Kalau satu lembaga menggunakan metode X dan lembaga yang lain memilih metode Y, maka hasil survei bisa saja berbeda. Begitu juga kalau jumlah dan proporsi sampel yang diambil oleh masing-masing lembaga berlainan.
Soal perbedaan waktu pelaksanaan survei pun rentan menimbulkan perbedaan hasil survei. Kalau misalnya lembaga A melakukan survei pada minggu pertama dan lembaga B pada minggu ketiga, hasil surveinya juga bisa saja berbeda, betapapun metodologinya sama.
Hal ini disebabkan karena persepsi pemilih terhadap pasangan calon Pilkada cenderung dinamis. Hari ini pemilih ingin paslon C, minggu depan sudah beralih ke paslon D. Munculnya suatu peristiwa atau isu yang bersentuhan dengan paslon biasanya akan lebih memperkuat perubahan sikap pemilih itu.
Terkait perbedaan hasil dua survei Pilkada DKI Jakarta yang dirilis terakhir oleh dua lembaga, masing-masing pada tanggal 16 dan 17 Januari 2017 lalu, menurut saya itu pun wajar saja terjadi. Sebab, baik metode, sampel dan waktu survei kedua lembaga itu ternyata memang berbeda.
Hanya saja, ketika melihat hasil survei dari dua lembaga itu terpaut cukup signifikan, maka ini memang menjadi pertanyaan tersendiri.
Sebagai contoh, lembaga pertama yang merilis hasil survei tanggal 16 Januari 2017 menyebut elektabilitas paslon 1 sebesar 45%. Sementara lembaga kedua yang merilis hasil surveinya satu hari kemudian menyebut paslon 1 hanya memperoleh 36,7%. Ini kan jauh sekali perbedaannya.
Begitupun perbandingan hasil pada paslon 2 (23,3% : 32,6%) dan paslon 3 (23,5% : 21,4%). Perbedaan itu bahkan turut membedakan ranking dari masing-masing paslon.
Kalau merujuk hasil lembaga yang pertama, putaran dua Pilkada DKI Jakarta nantinya akan diikuti oleh paslon 1 dan 3, sedangkan merujuk hasil lembaga yang kedua, justru paslon 1 dan 2 yang kelak akan maju.
Menurut saya perbedaan itu biarlah menjadi bahan diskusi di ruang publik. Bagi saya sendiri hasil survei kedua lembaga itu tidak cukup menggambarkan pilihan warga Jakarta secara kekinian.
Mengapa?

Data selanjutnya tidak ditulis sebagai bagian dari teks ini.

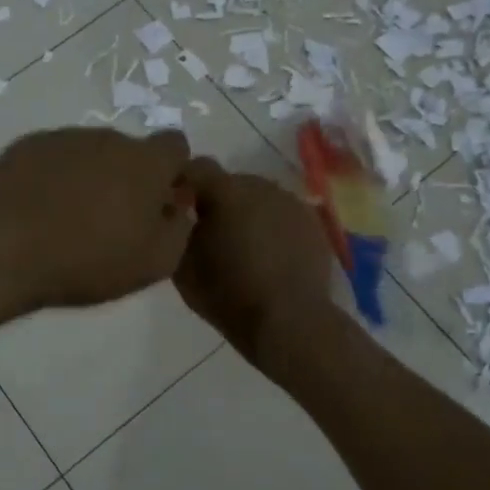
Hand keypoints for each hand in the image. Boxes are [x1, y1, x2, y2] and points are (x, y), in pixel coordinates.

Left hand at [0, 127, 194, 314]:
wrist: (2, 250)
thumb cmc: (86, 260)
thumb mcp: (153, 263)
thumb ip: (179, 230)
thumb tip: (178, 208)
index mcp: (145, 162)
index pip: (176, 146)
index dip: (173, 173)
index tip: (160, 204)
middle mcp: (108, 139)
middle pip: (131, 152)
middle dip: (129, 178)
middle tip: (112, 221)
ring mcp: (64, 138)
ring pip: (92, 153)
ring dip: (92, 177)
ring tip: (70, 220)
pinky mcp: (27, 145)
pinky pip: (55, 158)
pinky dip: (56, 177)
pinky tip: (40, 210)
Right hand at [173, 159, 335, 360]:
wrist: (290, 321)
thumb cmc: (229, 295)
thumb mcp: (182, 267)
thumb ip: (176, 231)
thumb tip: (177, 216)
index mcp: (226, 191)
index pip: (196, 168)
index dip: (184, 184)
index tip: (177, 208)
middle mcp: (260, 185)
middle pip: (230, 183)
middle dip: (218, 202)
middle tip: (211, 234)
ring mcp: (291, 202)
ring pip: (259, 198)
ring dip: (247, 213)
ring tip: (243, 247)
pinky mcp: (312, 221)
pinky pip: (282, 215)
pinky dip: (272, 227)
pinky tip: (270, 256)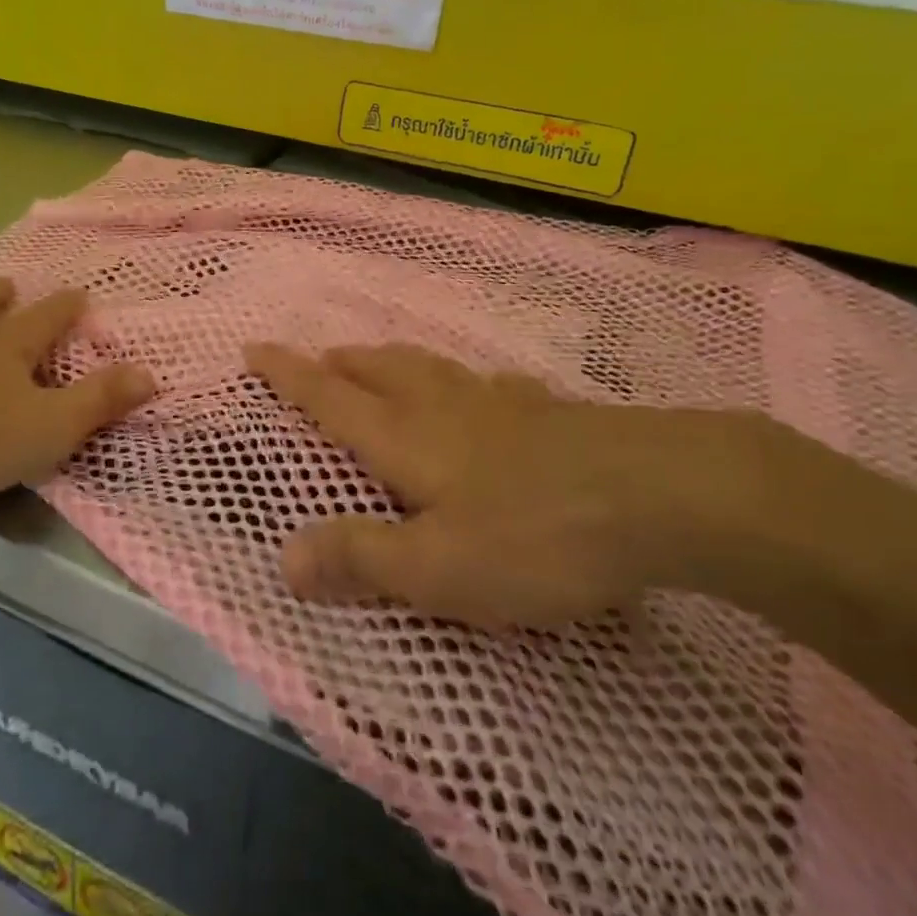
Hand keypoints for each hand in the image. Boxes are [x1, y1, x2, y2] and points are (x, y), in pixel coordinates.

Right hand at [246, 343, 787, 627]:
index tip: (255, 346)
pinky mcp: (548, 412)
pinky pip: (488, 384)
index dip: (287, 374)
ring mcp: (499, 402)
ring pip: (430, 368)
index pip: (328, 398)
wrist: (661, 495)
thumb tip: (283, 559)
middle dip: (340, 362)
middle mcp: (443, 407)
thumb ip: (361, 559)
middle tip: (319, 357)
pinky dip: (464, 381)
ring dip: (393, 361)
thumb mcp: (437, 569)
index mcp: (405, 438)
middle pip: (378, 370)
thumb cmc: (535, 536)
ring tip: (380, 361)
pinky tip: (484, 391)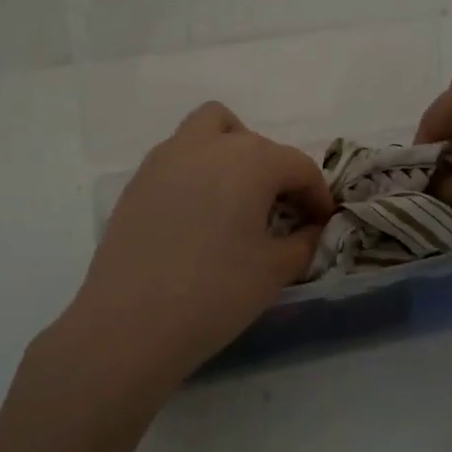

Walau pun hasil survei dirilis oleh kedua lembaga pascaacara debat antarpaslon tanggal 13 Januari 2017, tetapi jika dilihat pada periode waktu pelaksanaan surveinya, ternyata kedua survei itu dilakukan sebelum pelaksanaan debat.
Yang banyak ditunggu publik sekarang ini adalah hasil survei pascadebat, bukan pradebat. Setelah menyaksikan debat, sangat mungkin terjadi perubahan sikap pemilih secara signifikan. Perubahan sikap pemilih inilah yang tidak tergambar dari dua hasil survei itu.